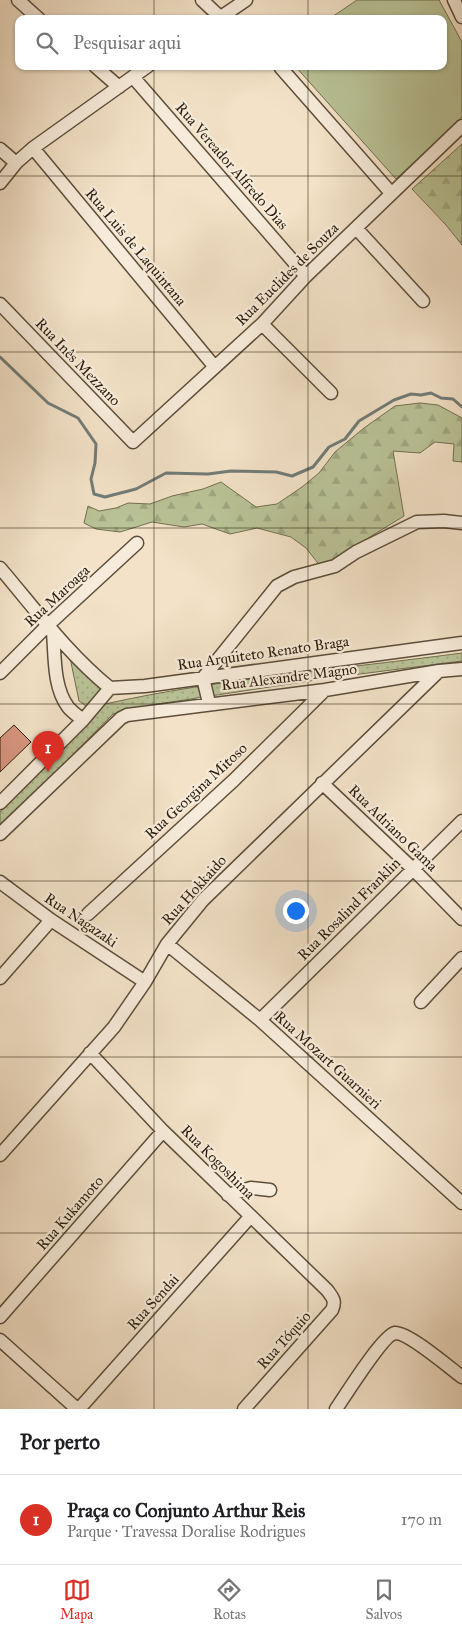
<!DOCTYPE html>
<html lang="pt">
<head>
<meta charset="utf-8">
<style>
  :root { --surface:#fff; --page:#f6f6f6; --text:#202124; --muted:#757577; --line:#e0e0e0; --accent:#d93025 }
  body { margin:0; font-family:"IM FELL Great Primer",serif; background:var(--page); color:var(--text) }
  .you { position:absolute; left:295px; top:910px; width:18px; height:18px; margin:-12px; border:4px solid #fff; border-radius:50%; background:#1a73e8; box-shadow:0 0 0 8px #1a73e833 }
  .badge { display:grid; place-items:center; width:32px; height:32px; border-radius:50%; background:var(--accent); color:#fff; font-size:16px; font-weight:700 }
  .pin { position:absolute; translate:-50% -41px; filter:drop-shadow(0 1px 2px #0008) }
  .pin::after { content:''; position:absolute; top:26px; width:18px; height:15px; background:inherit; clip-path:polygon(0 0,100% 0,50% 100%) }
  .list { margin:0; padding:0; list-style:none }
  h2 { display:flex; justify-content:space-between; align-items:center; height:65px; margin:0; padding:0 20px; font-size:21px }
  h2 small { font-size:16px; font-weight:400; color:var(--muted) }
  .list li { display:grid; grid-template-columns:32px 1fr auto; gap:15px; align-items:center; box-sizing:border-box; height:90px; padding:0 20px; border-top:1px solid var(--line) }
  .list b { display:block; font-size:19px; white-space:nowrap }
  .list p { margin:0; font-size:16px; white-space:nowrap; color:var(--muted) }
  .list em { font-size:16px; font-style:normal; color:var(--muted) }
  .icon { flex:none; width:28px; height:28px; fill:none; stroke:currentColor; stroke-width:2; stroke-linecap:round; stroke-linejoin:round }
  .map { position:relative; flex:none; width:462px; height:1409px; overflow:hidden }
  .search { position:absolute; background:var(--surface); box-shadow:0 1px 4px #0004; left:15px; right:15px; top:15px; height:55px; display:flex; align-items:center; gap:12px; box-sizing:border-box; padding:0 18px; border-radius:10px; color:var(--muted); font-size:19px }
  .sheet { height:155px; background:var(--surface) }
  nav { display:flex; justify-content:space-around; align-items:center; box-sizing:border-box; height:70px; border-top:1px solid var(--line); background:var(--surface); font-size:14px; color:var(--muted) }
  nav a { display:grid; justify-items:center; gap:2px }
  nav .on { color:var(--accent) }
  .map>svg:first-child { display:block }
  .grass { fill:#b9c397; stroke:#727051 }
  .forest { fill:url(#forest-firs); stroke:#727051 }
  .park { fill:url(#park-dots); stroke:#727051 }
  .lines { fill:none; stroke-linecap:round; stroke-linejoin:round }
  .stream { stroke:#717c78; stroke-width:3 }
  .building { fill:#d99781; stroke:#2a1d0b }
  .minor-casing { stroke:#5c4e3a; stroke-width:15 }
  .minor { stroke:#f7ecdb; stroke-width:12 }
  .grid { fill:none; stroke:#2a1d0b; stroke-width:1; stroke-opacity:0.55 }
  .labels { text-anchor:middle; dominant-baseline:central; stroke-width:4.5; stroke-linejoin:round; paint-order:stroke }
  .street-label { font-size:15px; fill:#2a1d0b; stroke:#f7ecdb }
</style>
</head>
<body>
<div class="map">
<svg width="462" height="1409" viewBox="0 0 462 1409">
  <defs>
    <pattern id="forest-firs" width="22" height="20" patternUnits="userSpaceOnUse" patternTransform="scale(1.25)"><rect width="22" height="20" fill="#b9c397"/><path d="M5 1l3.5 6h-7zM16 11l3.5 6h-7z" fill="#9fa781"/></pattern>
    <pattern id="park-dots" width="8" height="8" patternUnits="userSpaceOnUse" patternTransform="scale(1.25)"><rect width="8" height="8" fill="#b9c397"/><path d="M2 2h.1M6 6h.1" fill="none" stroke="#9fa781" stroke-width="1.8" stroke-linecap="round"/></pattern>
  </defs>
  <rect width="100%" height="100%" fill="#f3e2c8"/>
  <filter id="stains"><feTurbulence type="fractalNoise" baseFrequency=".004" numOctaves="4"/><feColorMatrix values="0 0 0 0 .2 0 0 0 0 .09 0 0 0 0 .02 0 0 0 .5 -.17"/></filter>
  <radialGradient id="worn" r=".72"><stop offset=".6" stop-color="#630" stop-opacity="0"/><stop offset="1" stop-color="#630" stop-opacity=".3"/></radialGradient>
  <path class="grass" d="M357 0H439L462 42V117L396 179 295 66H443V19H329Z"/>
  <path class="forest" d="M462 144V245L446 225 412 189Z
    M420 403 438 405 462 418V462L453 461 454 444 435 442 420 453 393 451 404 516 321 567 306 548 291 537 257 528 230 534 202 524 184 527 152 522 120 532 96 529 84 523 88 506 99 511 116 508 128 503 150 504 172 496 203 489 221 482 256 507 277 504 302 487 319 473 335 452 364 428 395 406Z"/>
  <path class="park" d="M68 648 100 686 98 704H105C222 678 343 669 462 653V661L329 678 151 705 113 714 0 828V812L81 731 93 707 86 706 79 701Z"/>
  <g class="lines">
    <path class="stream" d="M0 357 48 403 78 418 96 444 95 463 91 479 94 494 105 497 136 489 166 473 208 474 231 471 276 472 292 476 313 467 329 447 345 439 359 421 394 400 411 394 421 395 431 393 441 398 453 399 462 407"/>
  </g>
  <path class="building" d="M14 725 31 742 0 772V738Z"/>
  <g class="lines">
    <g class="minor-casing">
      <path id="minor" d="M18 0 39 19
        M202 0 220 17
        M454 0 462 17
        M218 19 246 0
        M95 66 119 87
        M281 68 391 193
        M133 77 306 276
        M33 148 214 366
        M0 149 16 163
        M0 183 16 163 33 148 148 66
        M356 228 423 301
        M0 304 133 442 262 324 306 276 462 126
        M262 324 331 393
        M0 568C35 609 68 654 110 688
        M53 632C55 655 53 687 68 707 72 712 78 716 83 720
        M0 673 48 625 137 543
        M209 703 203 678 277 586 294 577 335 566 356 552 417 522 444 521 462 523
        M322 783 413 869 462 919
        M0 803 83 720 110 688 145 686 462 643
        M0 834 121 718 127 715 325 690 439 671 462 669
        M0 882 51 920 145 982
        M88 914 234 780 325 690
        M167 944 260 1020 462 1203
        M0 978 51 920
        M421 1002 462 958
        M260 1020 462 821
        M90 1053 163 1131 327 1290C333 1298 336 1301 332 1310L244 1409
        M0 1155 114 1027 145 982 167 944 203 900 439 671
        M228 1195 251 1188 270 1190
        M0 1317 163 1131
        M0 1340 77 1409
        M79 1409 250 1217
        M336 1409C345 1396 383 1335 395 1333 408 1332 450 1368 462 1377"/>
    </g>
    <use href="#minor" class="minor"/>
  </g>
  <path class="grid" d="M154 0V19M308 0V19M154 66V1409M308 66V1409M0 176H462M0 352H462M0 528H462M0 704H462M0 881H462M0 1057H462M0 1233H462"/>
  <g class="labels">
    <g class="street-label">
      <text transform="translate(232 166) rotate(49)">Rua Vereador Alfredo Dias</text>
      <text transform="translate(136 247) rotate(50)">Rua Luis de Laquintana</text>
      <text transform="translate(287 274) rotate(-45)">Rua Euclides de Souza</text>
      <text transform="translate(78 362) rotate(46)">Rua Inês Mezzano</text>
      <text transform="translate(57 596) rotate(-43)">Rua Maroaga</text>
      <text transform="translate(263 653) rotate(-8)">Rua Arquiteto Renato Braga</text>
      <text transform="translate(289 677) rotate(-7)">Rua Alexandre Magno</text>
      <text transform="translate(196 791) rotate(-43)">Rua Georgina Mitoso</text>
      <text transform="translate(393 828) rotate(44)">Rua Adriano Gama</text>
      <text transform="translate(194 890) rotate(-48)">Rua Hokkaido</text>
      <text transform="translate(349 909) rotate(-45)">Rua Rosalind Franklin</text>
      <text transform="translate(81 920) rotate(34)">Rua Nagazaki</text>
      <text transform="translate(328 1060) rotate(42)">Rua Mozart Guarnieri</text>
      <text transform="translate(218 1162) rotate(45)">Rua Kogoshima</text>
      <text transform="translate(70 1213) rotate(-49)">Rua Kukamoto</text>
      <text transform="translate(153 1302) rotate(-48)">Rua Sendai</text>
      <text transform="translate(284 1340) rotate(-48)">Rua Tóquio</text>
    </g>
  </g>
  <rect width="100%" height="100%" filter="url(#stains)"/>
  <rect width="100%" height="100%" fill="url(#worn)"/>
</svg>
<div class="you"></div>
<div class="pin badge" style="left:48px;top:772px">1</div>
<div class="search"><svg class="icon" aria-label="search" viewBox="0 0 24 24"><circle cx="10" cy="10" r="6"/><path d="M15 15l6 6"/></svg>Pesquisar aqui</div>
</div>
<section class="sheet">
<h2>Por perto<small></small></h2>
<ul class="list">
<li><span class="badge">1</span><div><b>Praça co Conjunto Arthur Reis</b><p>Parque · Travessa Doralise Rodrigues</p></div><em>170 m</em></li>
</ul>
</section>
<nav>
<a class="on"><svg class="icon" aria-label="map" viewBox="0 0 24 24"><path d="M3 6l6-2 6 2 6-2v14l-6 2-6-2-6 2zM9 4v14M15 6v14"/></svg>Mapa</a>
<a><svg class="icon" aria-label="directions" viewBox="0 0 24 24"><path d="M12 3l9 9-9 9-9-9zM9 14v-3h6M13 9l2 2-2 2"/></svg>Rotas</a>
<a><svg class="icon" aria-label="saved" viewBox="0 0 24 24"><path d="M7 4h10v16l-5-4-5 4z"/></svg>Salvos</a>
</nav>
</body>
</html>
═══
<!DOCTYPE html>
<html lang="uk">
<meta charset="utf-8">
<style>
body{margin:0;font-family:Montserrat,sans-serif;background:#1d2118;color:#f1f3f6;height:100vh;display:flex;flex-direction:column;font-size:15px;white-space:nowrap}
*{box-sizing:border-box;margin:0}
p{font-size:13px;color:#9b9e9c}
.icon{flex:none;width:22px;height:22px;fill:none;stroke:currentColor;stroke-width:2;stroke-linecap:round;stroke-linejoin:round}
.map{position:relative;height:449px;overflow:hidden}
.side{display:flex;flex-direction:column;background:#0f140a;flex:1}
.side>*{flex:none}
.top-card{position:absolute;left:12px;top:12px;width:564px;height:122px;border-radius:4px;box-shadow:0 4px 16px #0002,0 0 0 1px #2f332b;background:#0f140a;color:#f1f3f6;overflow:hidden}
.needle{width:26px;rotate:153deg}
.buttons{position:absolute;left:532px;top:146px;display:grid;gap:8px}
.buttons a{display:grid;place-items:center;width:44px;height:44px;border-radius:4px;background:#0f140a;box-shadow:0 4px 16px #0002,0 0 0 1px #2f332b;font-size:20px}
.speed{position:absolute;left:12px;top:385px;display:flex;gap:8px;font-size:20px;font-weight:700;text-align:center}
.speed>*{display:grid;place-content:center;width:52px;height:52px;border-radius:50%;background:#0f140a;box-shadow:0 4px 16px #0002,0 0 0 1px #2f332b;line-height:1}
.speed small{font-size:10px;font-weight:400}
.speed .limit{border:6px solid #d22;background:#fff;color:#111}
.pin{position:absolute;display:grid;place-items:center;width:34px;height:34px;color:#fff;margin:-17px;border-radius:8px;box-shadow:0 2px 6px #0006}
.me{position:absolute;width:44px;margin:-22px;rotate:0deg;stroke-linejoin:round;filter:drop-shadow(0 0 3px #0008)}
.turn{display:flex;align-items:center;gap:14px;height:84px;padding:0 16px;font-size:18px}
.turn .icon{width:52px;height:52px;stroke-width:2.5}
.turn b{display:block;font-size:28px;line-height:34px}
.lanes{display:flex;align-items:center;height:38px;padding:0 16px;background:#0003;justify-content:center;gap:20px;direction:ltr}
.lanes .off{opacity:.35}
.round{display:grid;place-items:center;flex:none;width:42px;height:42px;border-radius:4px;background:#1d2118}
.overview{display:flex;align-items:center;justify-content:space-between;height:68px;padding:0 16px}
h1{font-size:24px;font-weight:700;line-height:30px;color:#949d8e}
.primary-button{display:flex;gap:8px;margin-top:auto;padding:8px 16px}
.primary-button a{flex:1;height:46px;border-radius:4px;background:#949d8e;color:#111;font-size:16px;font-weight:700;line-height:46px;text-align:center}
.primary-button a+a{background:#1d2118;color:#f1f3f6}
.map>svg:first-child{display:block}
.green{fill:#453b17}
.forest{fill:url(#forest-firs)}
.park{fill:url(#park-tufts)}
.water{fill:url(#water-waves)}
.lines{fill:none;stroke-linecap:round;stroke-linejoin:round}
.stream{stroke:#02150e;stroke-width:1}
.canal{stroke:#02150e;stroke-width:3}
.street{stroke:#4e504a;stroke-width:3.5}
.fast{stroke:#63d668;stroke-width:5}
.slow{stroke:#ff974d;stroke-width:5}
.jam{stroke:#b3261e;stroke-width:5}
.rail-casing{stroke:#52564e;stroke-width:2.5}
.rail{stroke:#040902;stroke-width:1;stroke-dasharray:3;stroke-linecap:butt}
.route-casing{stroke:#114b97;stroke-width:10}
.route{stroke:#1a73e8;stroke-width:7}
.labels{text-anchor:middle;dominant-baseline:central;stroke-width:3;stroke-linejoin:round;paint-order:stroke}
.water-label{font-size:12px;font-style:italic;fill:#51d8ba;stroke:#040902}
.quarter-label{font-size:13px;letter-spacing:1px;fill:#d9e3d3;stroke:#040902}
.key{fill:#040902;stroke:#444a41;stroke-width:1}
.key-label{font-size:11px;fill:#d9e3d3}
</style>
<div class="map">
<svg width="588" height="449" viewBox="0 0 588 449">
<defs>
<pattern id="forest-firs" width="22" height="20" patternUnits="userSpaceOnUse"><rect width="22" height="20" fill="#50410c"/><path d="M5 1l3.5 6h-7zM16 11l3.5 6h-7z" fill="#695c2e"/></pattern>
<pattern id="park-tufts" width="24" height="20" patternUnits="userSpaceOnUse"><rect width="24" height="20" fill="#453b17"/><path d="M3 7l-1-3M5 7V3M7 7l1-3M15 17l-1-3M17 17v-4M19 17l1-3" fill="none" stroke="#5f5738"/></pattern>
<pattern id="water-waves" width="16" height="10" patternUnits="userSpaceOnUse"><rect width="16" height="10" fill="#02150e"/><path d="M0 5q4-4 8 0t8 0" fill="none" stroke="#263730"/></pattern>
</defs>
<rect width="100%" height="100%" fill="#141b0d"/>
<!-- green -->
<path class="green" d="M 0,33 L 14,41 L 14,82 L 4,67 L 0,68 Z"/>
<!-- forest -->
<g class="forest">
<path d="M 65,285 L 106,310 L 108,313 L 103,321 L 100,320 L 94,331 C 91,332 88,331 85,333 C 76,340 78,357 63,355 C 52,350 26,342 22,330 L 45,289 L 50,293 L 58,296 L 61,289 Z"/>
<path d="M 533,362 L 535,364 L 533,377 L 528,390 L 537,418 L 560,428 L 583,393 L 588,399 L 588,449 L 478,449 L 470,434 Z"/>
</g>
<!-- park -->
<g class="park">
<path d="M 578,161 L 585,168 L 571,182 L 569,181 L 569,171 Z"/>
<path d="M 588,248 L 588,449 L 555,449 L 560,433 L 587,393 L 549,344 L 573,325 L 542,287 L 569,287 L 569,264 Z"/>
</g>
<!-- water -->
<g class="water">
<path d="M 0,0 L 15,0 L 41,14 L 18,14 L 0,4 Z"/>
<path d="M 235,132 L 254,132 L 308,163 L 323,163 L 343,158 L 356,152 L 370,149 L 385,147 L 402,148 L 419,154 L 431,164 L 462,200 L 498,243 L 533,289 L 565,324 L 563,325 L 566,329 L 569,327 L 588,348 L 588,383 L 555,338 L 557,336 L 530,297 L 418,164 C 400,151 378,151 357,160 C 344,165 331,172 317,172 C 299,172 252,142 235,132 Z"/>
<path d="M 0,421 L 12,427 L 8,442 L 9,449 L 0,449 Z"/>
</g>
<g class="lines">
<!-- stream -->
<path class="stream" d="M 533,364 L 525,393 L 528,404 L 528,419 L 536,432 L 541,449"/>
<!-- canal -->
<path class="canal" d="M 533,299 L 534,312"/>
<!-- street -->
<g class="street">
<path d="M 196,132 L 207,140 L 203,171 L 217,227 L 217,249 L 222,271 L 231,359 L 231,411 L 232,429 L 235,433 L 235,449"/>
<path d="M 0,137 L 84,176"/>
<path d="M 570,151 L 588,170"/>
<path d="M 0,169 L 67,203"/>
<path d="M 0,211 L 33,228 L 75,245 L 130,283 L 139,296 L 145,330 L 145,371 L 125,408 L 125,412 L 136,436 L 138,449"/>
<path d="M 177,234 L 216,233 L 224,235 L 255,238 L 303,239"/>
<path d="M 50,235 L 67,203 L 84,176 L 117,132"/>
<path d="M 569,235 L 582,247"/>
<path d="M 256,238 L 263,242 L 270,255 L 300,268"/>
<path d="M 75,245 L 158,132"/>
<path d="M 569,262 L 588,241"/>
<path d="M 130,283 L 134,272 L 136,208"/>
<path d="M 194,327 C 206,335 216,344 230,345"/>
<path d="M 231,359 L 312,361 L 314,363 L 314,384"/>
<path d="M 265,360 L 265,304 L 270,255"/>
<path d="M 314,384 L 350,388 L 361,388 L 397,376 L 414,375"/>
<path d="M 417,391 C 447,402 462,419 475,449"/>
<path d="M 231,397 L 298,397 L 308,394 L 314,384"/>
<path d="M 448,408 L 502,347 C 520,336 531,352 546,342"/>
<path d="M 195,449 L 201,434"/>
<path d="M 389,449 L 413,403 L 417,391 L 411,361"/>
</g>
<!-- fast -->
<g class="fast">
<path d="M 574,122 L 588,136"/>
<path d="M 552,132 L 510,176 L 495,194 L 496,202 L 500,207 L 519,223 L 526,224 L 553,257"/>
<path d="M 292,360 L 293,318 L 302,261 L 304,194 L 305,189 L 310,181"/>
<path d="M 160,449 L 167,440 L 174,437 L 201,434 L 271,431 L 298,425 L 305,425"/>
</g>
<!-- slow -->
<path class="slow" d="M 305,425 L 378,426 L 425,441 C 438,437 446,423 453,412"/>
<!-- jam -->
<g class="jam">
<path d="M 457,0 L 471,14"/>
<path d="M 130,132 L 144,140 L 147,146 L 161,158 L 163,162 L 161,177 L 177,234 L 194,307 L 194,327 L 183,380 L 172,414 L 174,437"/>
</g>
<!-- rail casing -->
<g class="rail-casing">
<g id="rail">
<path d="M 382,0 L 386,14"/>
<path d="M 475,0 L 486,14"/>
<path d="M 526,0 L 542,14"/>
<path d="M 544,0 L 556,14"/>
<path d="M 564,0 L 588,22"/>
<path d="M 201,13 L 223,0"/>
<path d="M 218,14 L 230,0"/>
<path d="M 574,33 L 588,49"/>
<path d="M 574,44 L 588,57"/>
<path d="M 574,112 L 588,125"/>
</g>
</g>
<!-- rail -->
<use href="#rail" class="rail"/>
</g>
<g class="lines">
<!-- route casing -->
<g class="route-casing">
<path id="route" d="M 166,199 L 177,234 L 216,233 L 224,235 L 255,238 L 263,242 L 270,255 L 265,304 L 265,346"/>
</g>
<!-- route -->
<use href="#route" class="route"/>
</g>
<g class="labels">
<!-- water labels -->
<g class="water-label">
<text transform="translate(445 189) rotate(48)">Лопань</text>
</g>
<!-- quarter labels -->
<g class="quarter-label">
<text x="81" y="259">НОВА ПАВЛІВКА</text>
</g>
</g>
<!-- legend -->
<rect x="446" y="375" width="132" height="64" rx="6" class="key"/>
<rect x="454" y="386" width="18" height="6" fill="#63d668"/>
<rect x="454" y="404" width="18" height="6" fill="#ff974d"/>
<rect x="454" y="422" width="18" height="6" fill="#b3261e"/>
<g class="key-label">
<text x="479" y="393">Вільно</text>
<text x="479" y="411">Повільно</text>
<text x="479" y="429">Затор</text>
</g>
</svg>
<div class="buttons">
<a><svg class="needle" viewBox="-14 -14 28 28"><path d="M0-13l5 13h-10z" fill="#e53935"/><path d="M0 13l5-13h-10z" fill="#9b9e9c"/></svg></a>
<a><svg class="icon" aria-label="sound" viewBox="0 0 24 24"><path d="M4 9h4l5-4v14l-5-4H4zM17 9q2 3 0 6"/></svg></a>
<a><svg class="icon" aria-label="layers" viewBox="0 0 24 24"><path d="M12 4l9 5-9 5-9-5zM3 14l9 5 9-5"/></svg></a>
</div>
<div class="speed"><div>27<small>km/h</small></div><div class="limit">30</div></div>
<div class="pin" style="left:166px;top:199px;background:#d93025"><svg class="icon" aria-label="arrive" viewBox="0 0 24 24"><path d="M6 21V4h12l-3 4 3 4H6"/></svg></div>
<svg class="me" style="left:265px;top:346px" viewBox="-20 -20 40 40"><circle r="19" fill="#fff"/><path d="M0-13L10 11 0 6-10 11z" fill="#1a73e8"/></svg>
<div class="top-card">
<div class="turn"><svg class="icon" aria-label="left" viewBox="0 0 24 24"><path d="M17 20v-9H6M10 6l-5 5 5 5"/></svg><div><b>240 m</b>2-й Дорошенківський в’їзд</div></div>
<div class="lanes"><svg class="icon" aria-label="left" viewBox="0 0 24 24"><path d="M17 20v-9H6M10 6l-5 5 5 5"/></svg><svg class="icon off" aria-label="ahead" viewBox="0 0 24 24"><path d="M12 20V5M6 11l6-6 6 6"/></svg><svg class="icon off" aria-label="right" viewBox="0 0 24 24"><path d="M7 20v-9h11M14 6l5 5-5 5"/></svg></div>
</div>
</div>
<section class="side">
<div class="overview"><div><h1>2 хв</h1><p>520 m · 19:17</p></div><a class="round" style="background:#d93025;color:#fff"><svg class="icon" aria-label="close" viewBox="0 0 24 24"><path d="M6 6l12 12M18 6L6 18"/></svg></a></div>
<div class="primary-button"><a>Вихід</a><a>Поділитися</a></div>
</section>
═══
_About this exercise:_
Consider the entries above and return each line with the string "currentColor".

_Task answer:_
  .icon { flex:none; width:28px; height:28px; fill:none; stroke:currentColor; stroke-width:2; stroke-linecap:round; stroke-linejoin:round }
.icon{flex:none;width:22px;height:22px;fill:none;stroke:currentColor;stroke-width:2;stroke-linecap:round;stroke-linejoin:round}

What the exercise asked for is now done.